EXERCISE AIM: State how many lines in the entries below hold the word "index", with nothing besides the number.

(Data entries)
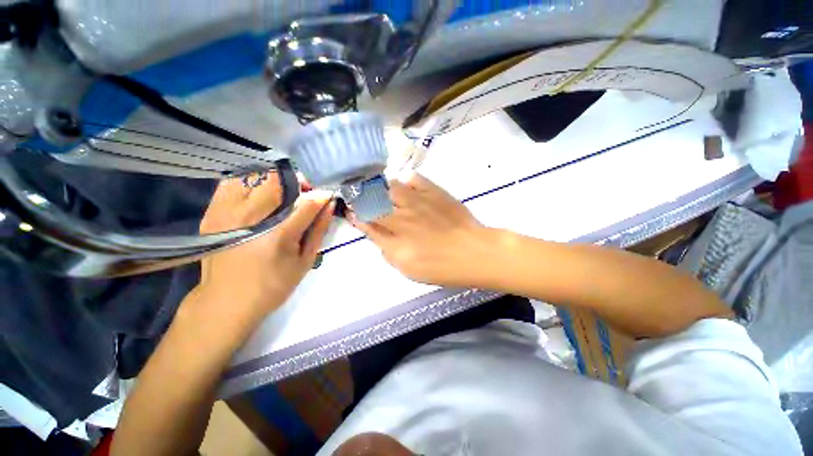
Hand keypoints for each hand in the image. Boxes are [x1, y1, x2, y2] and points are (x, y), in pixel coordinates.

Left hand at [191, 174, 333, 327]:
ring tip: (279, 193)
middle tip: (302, 193)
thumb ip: (318, 229)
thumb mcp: (305, 260)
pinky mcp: (211, 214)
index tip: (325, 194)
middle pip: (276, 182)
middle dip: (295, 182)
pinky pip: (230, 184)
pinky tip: (256, 196)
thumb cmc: (273, 284)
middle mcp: (249, 220)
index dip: (319, 195)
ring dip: (271, 181)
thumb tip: (329, 204)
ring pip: (251, 177)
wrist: (226, 302)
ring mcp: (225, 214)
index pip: (306, 203)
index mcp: (278, 236)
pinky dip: (248, 183)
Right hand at [351, 172, 492, 287]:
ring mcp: (418, 203)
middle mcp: (402, 220)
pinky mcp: (434, 192)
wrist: (473, 252)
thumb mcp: (409, 270)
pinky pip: (413, 178)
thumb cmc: (442, 267)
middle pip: (372, 203)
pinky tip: (406, 187)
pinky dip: (406, 181)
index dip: (356, 217)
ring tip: (382, 190)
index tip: (351, 211)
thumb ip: (388, 253)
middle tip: (360, 196)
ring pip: (389, 187)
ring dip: (381, 188)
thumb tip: (378, 235)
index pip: (367, 225)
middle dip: (361, 198)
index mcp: (394, 243)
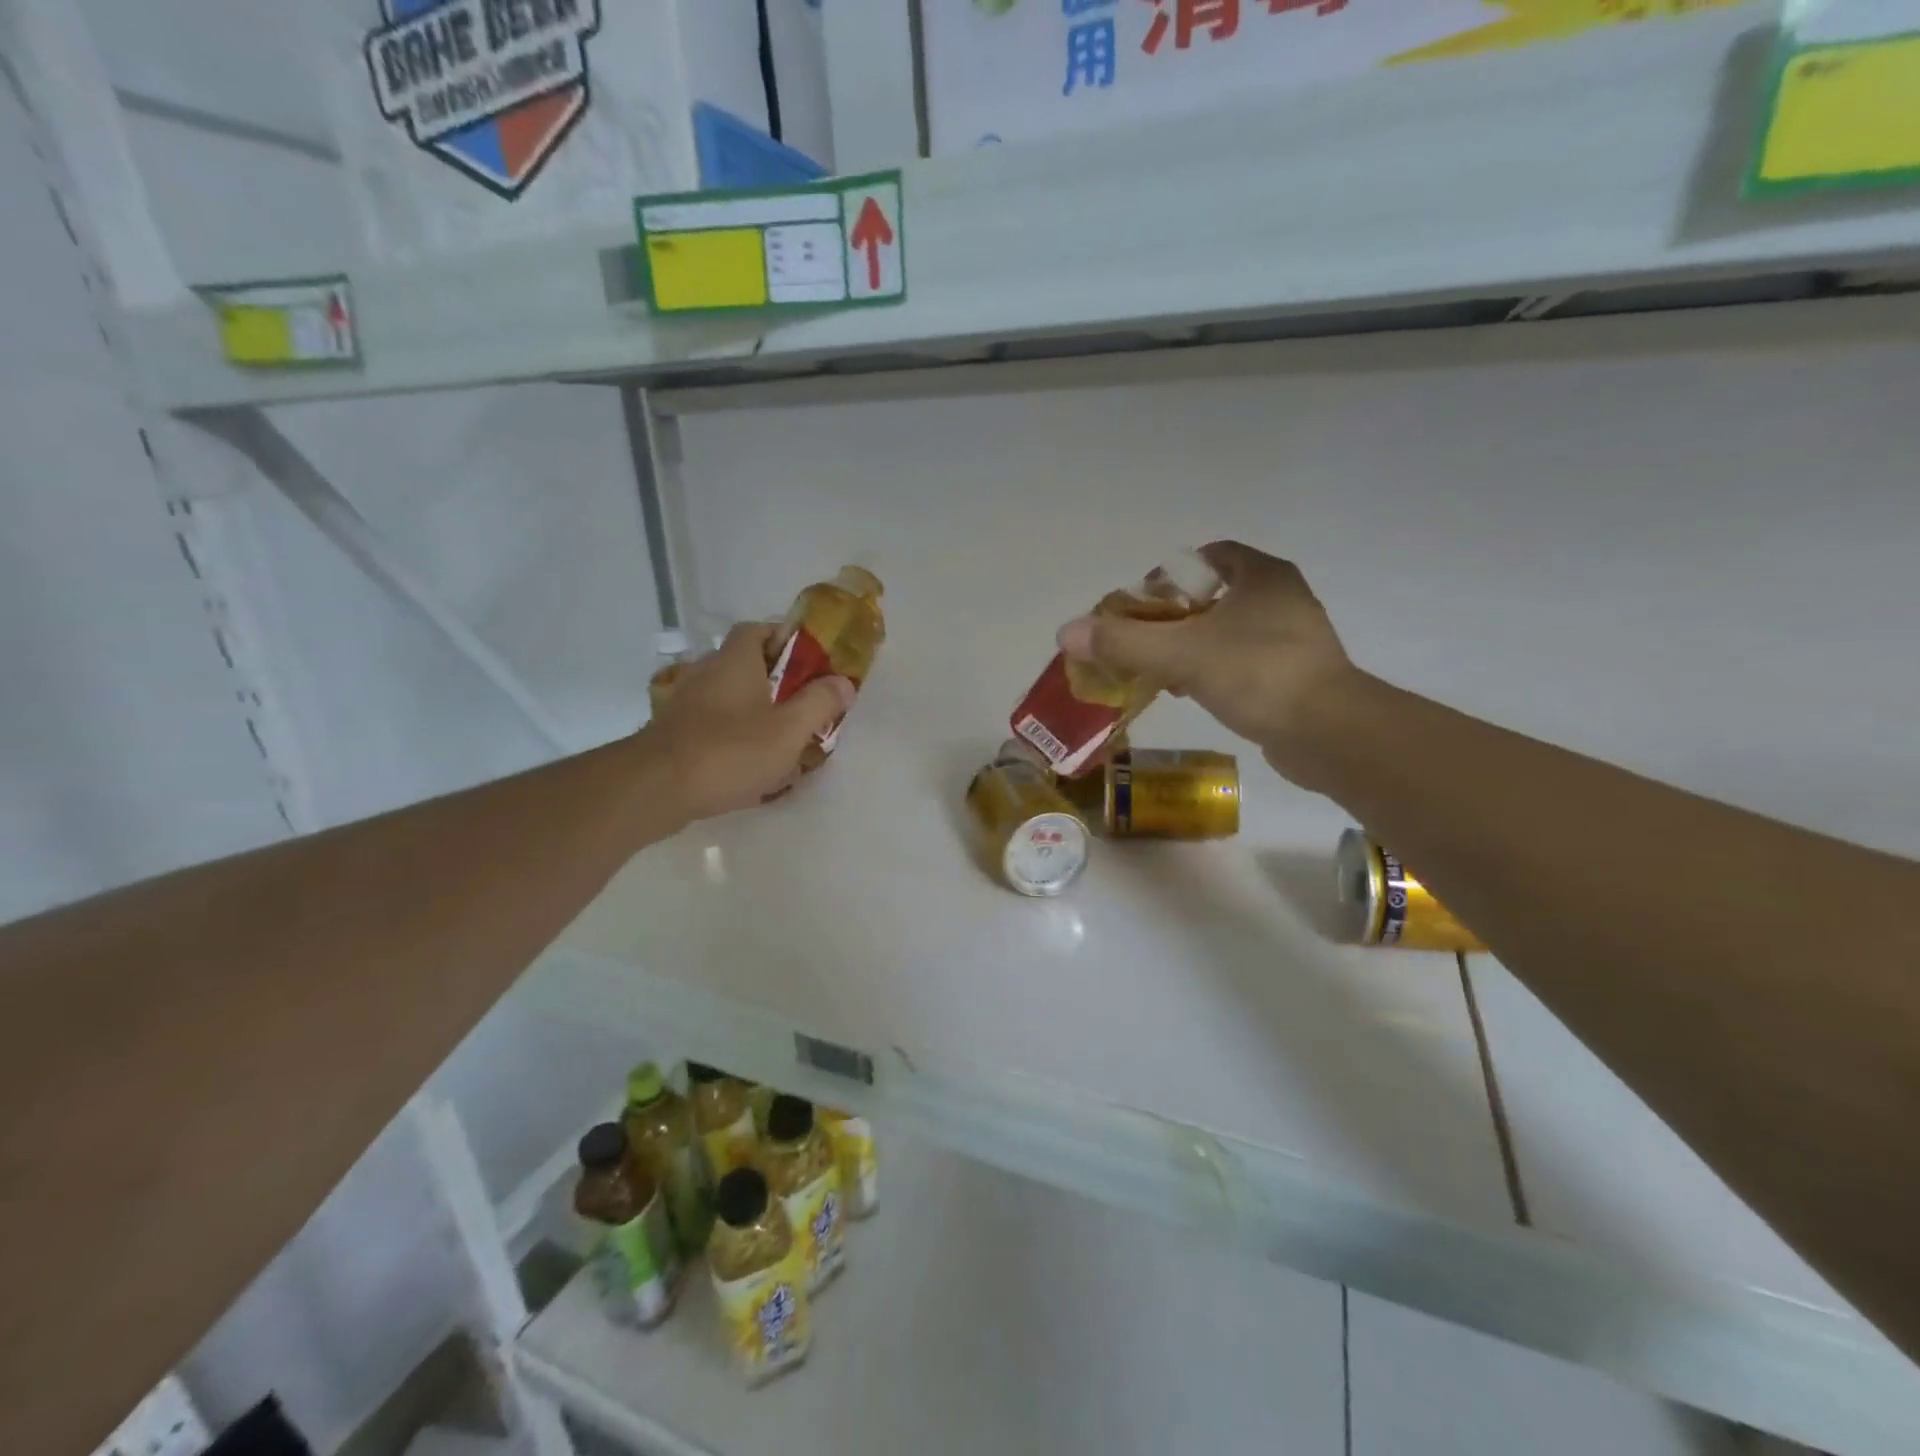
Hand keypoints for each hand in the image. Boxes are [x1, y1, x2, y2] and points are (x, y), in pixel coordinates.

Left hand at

ANSWER BELOW: 8